--- SOURCE MATERIAL ---
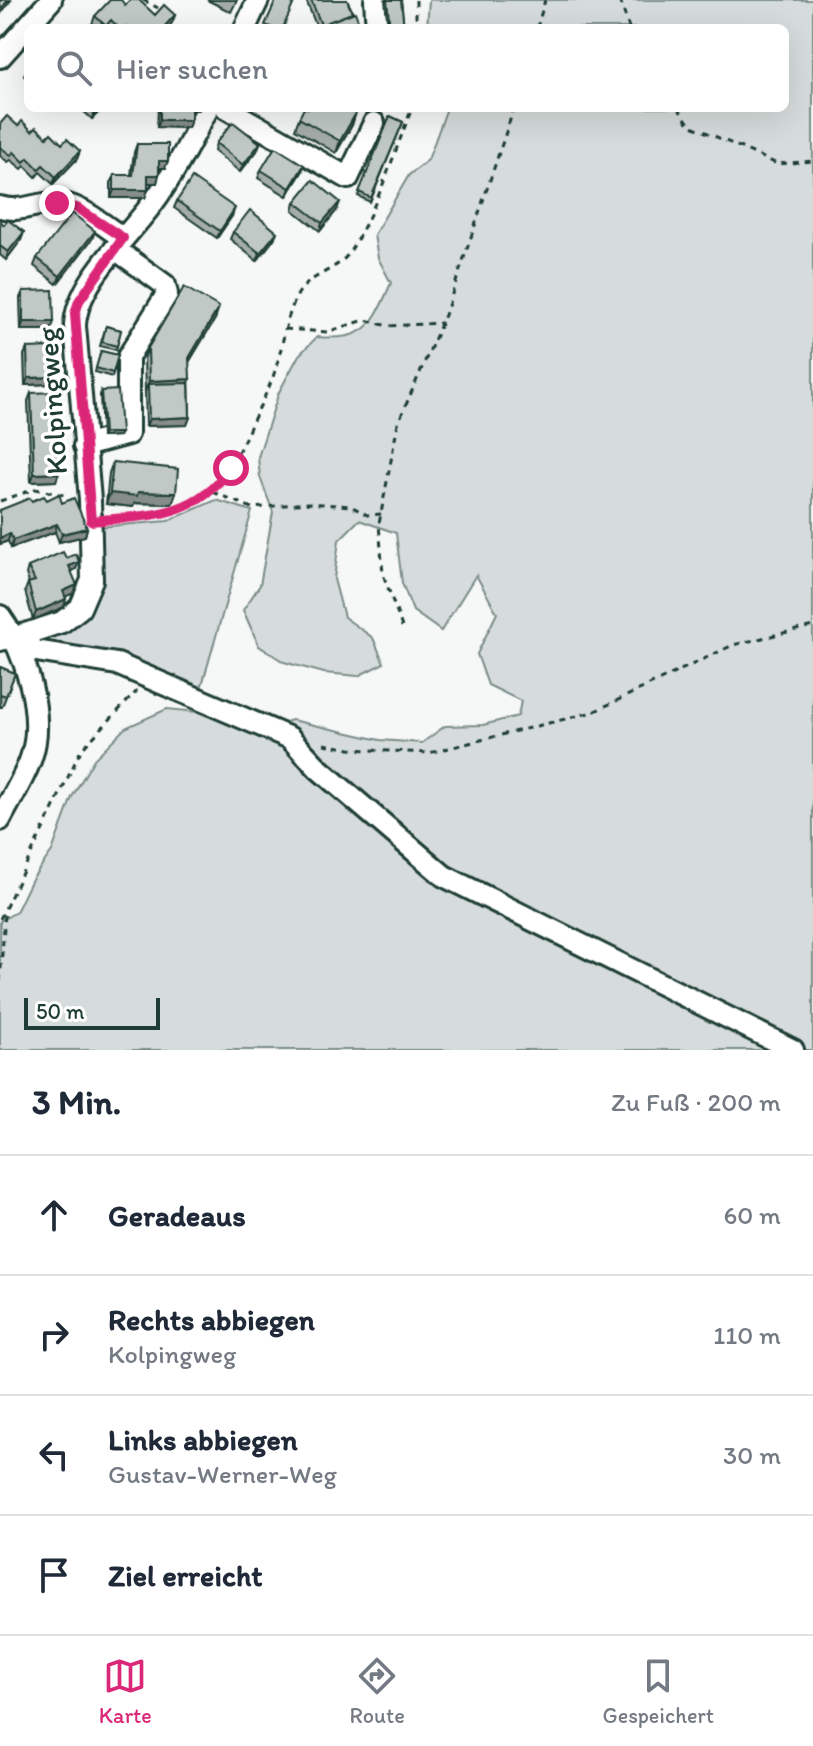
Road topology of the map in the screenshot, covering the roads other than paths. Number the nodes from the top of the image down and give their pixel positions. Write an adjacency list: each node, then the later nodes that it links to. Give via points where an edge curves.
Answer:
1 (51, 0): 4 (street)
2 (258, 0): 5 (street)
3 (375, 0): 6 (street)
4 (30, 24)
5 (247, 24)
6 (377, 24)
7 (24, 30): 8 (street)
8 (0, 57)
9 (206, 112): 13 (street, Kolpingweg, via 153,204)
10 (233, 112): 11 (street, via 348,178)
11 (374, 123)
12 (0, 207): 13 (street, via 16,212 57,203 77,208)
13 (119, 243): 14 (street, Kolpingweg, via 75,314); 14 (street, via 165,285 167,294 128,357 128,434)
14 (84, 446): 16 (street, Kolpingweg, via 92,580 80,608 62,622)
15 (0, 616): 16 (street)
16 (8, 639): 17 (street, via 36,717 32,757); 18 (street, via 36,651 117,664 290,738 444,876)
17 (0, 820)
18 (793, 1050)

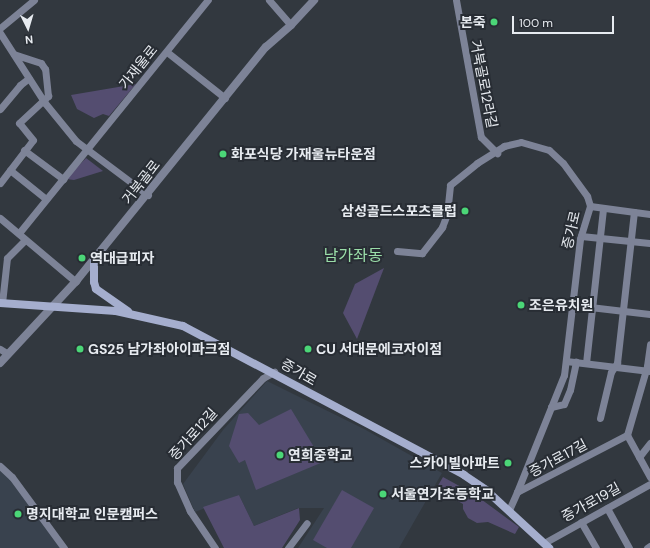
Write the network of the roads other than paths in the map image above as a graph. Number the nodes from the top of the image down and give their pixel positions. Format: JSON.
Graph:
{"nodes":[{"id":1,"x":34,"y":0,"type":"edge"},
{"id":2,"x":208,"y":0,"type":"edge"},
{"id":3,"x":268,"y":0,"type":"edge"},
{"id":4,"x":314,"y":0,"type":"edge"},
{"id":5,"x":456,"y":0,"type":"edge"},
{"id":6,"x":291,"y":25,"type":"junction"},
{"id":7,"x":0,"y":28,"type":"edge"},
{"id":8,"x":0,"y":33,"type":"edge"},
{"id":9,"x":167,"y":52,"type":"junction"},
{"id":10,"x":14,"y":54,"type":"junction"},
{"id":11,"x":29,"y":78,"type":"junction"},
{"id":12,"x":225,"y":98,"type":"junction"},
{"id":13,"x":43,"y":101,"type":"junction"},
{"id":14,"x":0,"y":109,"type":"edge"},
{"id":15,"x":88,"y":149,"type":"junction"},
{"id":16,"x":24,"y":150,"type":"junction"},
{"id":17,"x":497,"y":153,"type":"junction"},
{"id":18,"x":10,"y":170,"type":"junction"},
{"id":19,"x":63,"y":179,"type":"junction"},
{"id":20,"x":0,"y":183,"type":"edge"},
{"id":21,"x":148,"y":195,"type":"junction"},
{"id":22,"x":46,"y":199,"type":"junction"},
{"id":23,"x":590,"y":206,"type":"junction"},
{"id":24,"x":603,"y":208,"type":"junction"},
{"id":25,"x":634,"y":212,"type":"junction"},
{"id":26,"x":650,"y":214,"type":"edge"},
{"id":27,"x":0,"y":218,"type":"edge"},
{"id":28,"x":19,"y":232,"type":"junction"},
{"id":29,"x":581,"y":236,"type":"junction"},
{"id":30,"x":600,"y":238,"type":"junction"},
{"id":31,"x":25,"y":240,"type":"junction"},
{"id":32,"x":630,"y":241,"type":"junction"},
{"id":33,"x":650,"y":243,"type":"edge"},
{"id":34,"x":397,"y":251,"type":"dead end"},
{"id":35,"x":3,"y":258,"type":"edge"},
{"id":36,"x":94,"y":260,"type":"junction"},
{"id":37,"x":76,"y":282,"type":"junction"},
{"id":38,"x":1,"y":303,"type":"edge"},
{"id":39,"x":573,"y":305,"type":"junction"},
{"id":40,"x":52,"y":308,"type":"junction"},
{"id":41,"x":592,"y":308,"type":"junction"},
{"id":42,"x":623,"y":311,"type":"junction"},
{"id":43,"x":134,"y":314,"type":"junction"},
{"id":44,"x":650,"y":314,"type":"edge"},
{"id":45,"x":650,"y":344,"type":"edge"},
{"id":46,"x":0,"y":349,"type":"edge"},
{"id":47,"x":8,"y":354,"type":"junction"},
{"id":48,"x":566,"y":361,"type":"junction"},
{"id":49,"x":576,"y":362,"type":"junction"},
{"id":50,"x":0,"y":363,"type":"edge"},
{"id":51,"x":586,"y":364,"type":"junction"},
{"id":52,"x":614,"y":367,"type":"junction"},
{"id":53,"x":647,"y":371,"type":"edge"},
{"id":54,"x":274,"y":372,"type":"junction"},
{"id":55,"x":551,"y":407,"type":"junction"},
{"id":56,"x":600,"y":418,"type":"dead end"},
{"id":57,"x":627,"y":435,"type":"junction"},
{"id":58,"x":650,"y":443,"type":"edge"},
{"id":59,"x":639,"y":457,"type":"junction"},
{"id":60,"x":0,"y":466,"type":"edge"},
{"id":61,"x":650,"y":477,"type":"edge"},
{"id":62,"x":650,"y":484,"type":"edge"},
{"id":63,"x":518,"y":492,"type":"junction"},
{"id":64,"x":607,"y":508,"type":"junction"},
{"id":65,"x":509,"y":510,"type":"junction"},
{"id":66,"x":581,"y":522,"type":"junction"},
{"id":67,"x":306,"y":523,"type":"dead end"},
{"id":68,"x":547,"y":546,"type":"edge"},
{"id":69,"x":650,"y":546,"type":"edge"},
{"id":70,"x":64,"y":548,"type":"edge"},
{"id":71,"x":215,"y":548,"type":"edge"},
{"id":72,"x":288,"y":548,"type":"edge"},
{"id":73,"x":596,"y":548,"type":"edge"},
{"id":74,"x":629,"y":548,"type":"edge"},
{"id":75,"x":646,"y":548,"type":"edge"}],
"edges":[{"from":1,"to":7,"type":"street"},
{"from":2,"to":9,"type":"street","name":"가재울로"},
{"from":3,"to":6,"type":"street"},
{"from":4,"to":6,"type":"street","name":"거북골로"},
{"from":5,"to":17,"type":"street","name":"거북골로12라길"},
{"from":6,"to":12,"type":"street","name":"거북골로"},
{"from":8,"to":10,"type":"street"},
{"from":9,"to":12,"type":"street"},
{"from":9,"to":15,"type":"street","name":"가재울로"},
{"from":10,"to":11,"type":"street"},
{"from":10,"to":13,"type":"street"},
{"from":11,"to":13,"type":"street"},
{"from":11,"to":14,"type":"street"},
{"from":12,"to":21,"type":"street","name":"거북골로"},
{"from":13,"to":15,"type":"street"},
{"from":13,"to":16,"type":"street"},
{"from":15,"to":19,"type":"street","name":"가재울로"},
{"from":15,"to":21,"type":"street"},
{"from":16,"to":18,"type":"street"},
{"from":16,"to":19,"type":"street"},
{"from":17,"to":23,"type":"street","name":"증가로"},
{"from":17,"to":34,"type":"street"},
{"from":18,"to":20,"type":"street"},
{"from":18,"to":22,"type":"street"},
{"from":19,"to":22,"type":"street","name":"가재울로"},
{"from":21,"to":36,"type":"street","name":"거북골로"},
{"from":22,"to":28,"type":"street","name":"가재울로"},
{"from":23,"to":24,"type":"street"},
{"from":23,"to":29,"type":"street","name":"증가로"},
{"from":24,"to":25,"type":"street"},
{"from":24,"to":30,"type":"street"},
{"from":25,"to":26,"type":"street"},
{"from":25,"to":32,"type":"street"},
{"from":27,"to":28,"type":"street"},
{"from":28,"to":31,"type":"street"},
{"from":29,"to":30,"type":"street"},
{"from":29,"to":39,"type":"street","name":"증가로"},
{"from":30,"to":32,"type":"street"},
{"from":30,"to":41,"type":"street"},
{"from":31,"to":35,"type":"street"},
{"from":31,"to":37,"type":"street"},
{"from":32,"to":33,"type":"street"},
{"from":32,"to":42,"type":"street"},
{"from":35,"to":38,"type":"street"},
{"from":36,"to":37,"type":"street","name":"거북골로"},
{"from":36,"to":43,"type":"main road"},
{"from":37,"to":40,"type":"street","name":"거북골로"},
{"from":38,"to":40,"type":"main road","name":"증가로"},
{"from":39,"to":41,"type":"street"},
{"from":39,"to":48,"type":"street","name":"증가로"},
{"from":40,"to":43,"type":"main road","name":"증가로"},
{"from":40,"to":47,"type":"street","name":"거북골로"},
{"from":41,"to":42,"type":"street"},
{"from":41,"to":51,"type":"street"},
{"from":42,"to":44,"type":"street"},
{"from":42,"to":52,"type":"street"},
{"from":43,"to":54,"type":"main road","name":"증가로"},
{"from":45,"to":53,"type":"street"},
{"from":46,"to":47,"type":"street"},
{"from":47,"to":50,"type":"street","name":"거북골로"},
{"from":48,"to":49,"type":"street"},
{"from":48,"to":55,"type":"street","name":"증가로"},
{"from":49,"to":51,"type":"street"},
{"from":49,"to":55,"type":"street"},
{"from":51,"to":52,"type":"street"},
{"from":52,"to":53,"type":"street"},
{"from":52,"to":56,"type":"street"},
{"from":53,"to":57,"type":"street"},
{"from":54,"to":65,"type":"main road","name":"증가로"},
{"from":54,"to":71,"type":"street","name":"증가로12길"},
{"from":55,"to":63,"type":"street","name":"증가로"},
{"from":57,"to":59,"type":"street"},
{"from":57,"to":63,"type":"street","name":"증가로17길"},
{"from":58,"to":59,"type":"street"},
{"from":59,"to":61,"type":"street"},
{"from":60,"to":70,"type":"street"},
{"from":62,"to":64,"type":"street","name":"증가로19길"},
{"from":63,"to":65,"type":"street","name":"증가로17길"},
{"from":64,"to":66,"type":"street","name":"증가로19길"},
{"from":64,"to":74,"type":"street"},
{"from":65,"to":68,"type":"main road","name":"증가로"},
{"from":66,"to":68,"type":"street","name":"증가로19길"},
{"from":66,"to":73,"type":"street"},
{"from":67,"to":72,"type":"street"},
{"from":69,"to":75,"type":"street"}]}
---
▶ **REQUIRED ACTION**
Please show the lines in the entries above that hold the string "their".

▶ **WRITTEN RESPONSE**
Road topology of the map in the screenshot, covering the roads other than paths. Number the nodes from the top of the image down and give their pixel positions. Write an adjacency list: each node, then the later nodes that it links to. Give via points where an edge curves.
Write the network of the roads other than paths in the map image above as a graph. Number the nodes from the top of the image down and give their pixel positions. Format: JSON.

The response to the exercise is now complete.